INDICATOR: April Employment Report
KEY DATA: Payrolls: +288,000; Private: +273,000; Unemployment Rate: 6.3% (down 0.4 percentage point)
IN A NUTSHELL: "It is clear that firms are hiring again but we still need wages to rise faster if the economy is to really accelerate."
WHAT IT MEANS: Wow! That is the best way to describe the April employment report. Payrolls surged and the gains were across the entire economy. Yes, there was lots of hiring in the more traditional low paying areas such as retail, restaurants and temporary positions, but those gains were generally not out of the normal. At the same time we had solid increases in construction, manufacturing, wholesaling, professional and technical services, health care and education, all good paying industries. That we cannot argue the we are only adding low paying jobs is another indicator that the economy is improving across the board. And local governments are back in the hiring business, especially for teachers. That is good for my son who is looking for a full-time music teacher position. Anyone got one? If there was an issue with the report, it was with the household data, which is where we get the unemployment numbers. It was great to see the rate decline from 6.7% to 6.3%, the lowest rate since October 2008. But the large drop is not consistent with conditions. There was a huge decline in the labor force, the second time in seven months the change was outsized.

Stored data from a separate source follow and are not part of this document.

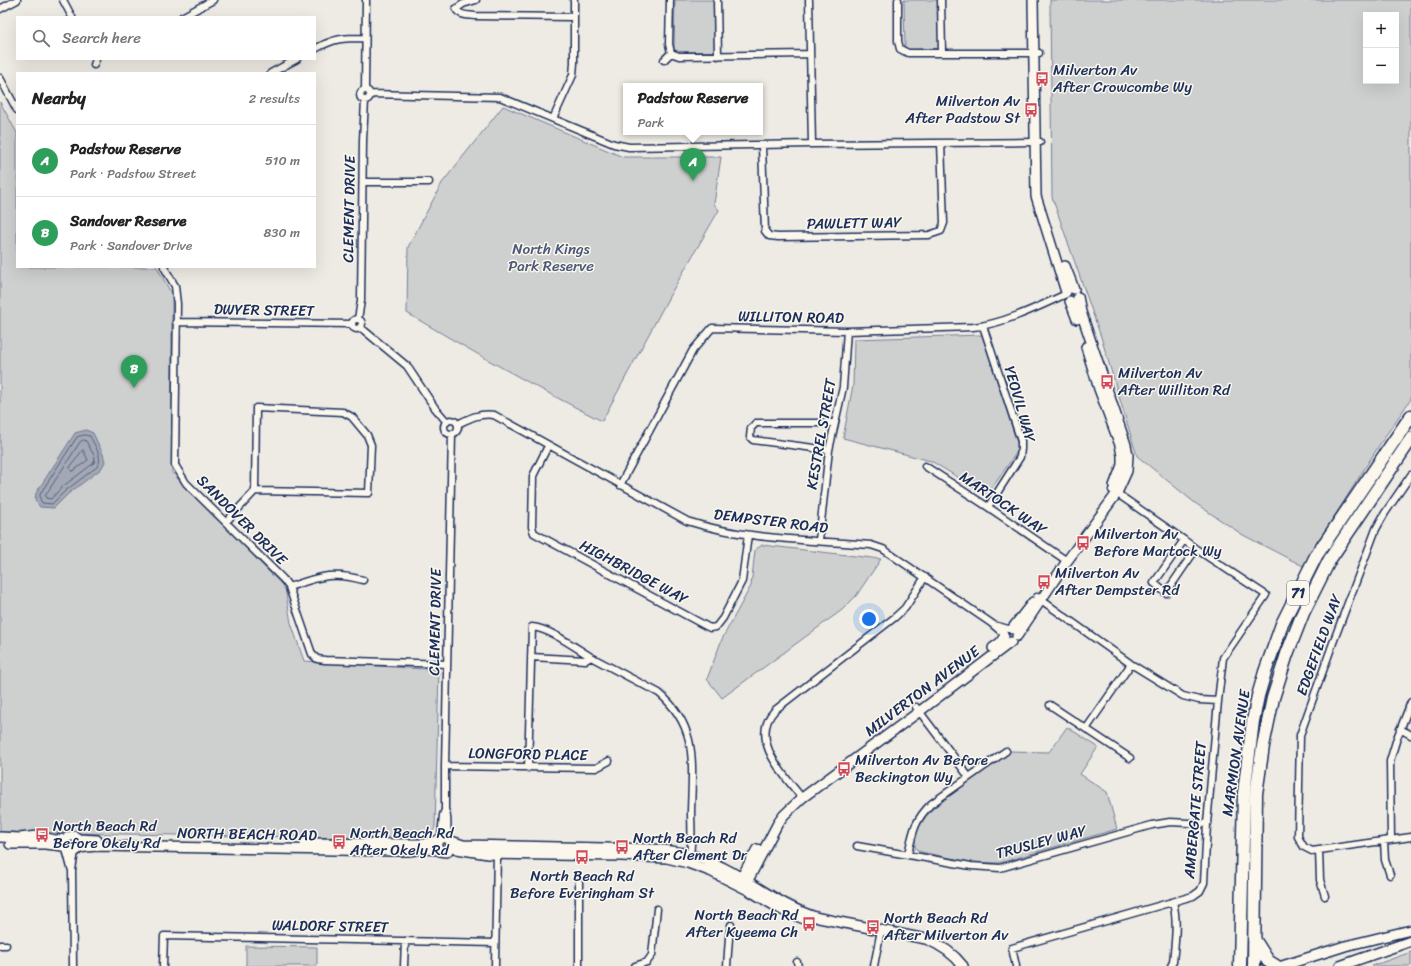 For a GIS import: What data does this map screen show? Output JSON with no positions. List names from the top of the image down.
{
  "streets": {
    "highway": ["71", "MARMION AVENUE"],
    "main road": ["MILVERTON AVENUE", "NORTH BEACH ROAD"],
    "street": [
      "CLEMENT DRIVE",
      "PAWLETT WAY",
      "DWYER STREET",
      "WILLITON ROAD",
      "YEOVIL WAY",
      "KESTREL STREET",
      "MARTOCK WAY",
      "SANDOVER DRIVE",
      "DEMPSTER ROAD",
      "HIGHBRIDGE WAY",
      "EDGEFIELD WAY",
      "LONGFORD PLACE",
      "AMBERGATE STREET",
      "TRUSLEY WAY",
      "WALDORF STREET"
    ]
  },
  "crossings": [
    ["CLEMENT DRIVE", "DWYER STREET"],
    ["CLEMENT DRIVE", "SANDOVER DRIVE"],
    ["CLEMENT DRIVE", "DEMPSTER ROAD"],
    ["CLEMENT DRIVE", "LONGFORD PLACE"],
    ["CLEMENT DRIVE", "NORTH BEACH ROAD"],
    ["DWYER STREET", "SANDOVER DRIVE"],
    ["WILLITON ROAD", "YEOVIL WAY"],
    ["WILLITON ROAD", "KESTREL STREET"],
    ["WILLITON ROAD", "DEMPSTER ROAD"],
    ["WILLITON ROAD", "MILVERTON AVENUE"],
    ["YEOVIL WAY", "MARTOCK WAY"],
    ["KESTREL STREET", "DEMPSTER ROAD"],
    ["MARTOCK WAY", "MILVERTON AVENUE"],
    ["DEMPSTER ROAD", "HIGHBRIDGE WAY"],
    ["DEMPSTER ROAD", "MILVERTON AVENUE"],
    ["MILVERTON AVENUE", "NORTH BEACH ROAD"],
    ["AMBERGATE STREET", "TRUSLEY WAY"]
  ],
  "parks": ["North Kings Park Reserve"],
  "places": {
    "bus stop": [
      "Milverton Av After Crowcombe Wy",
      "Milverton Av After Padstow St",
      "Milverton Av After Williton Rd",
      "Milverton Av Before Martock Wy",
      "Milverton Av After Dempster Rd",
      "Milverton Av Before Beckington Wy",
      "North Beach Rd Before Okely Rd",
      "North Beach Rd After Okely Rd",
      "North Beach Rd After Clement Dr",
      "North Beach Rd Before Everingham St",
      "North Beach Rd After Kyeema Ch",
      "North Beach Rd After Milverton Av"
    ]
  },
  "page": {
    "map_buttons": ["+", "−"],
    "search": "Search here",
    "heading": ["Nearby", "2 results"],
    "popup": ["Padstow Reserve", "Park"],
    "list": [
      {
        "mark": "A",
        "name": "Padstow Reserve",
        "note": "Park · Padstow Street",
        "value": "510 m"
      },
      {
        "mark": "B",
        "name": "Sandover Reserve",
        "note": "Park · Sandover Drive",
        "value": "830 m"
      }
    ],
    "pins": ["A", "B"]
  }
}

The October 2013 drop (which was even bigger) was followed by an almost equally large rise in November and I suspect that will be repeated this time around. That implies we could see a rebound in the unemployment rate. I had expected the rate to possibly hit 6.5% and I am guessing that is where it could be in May. This is important because average hourly wages and earnings went nowhere. There may be fewer workers available but firms don't feel they have to pay more, even if there are growing complaints about the inability to find qualified workers.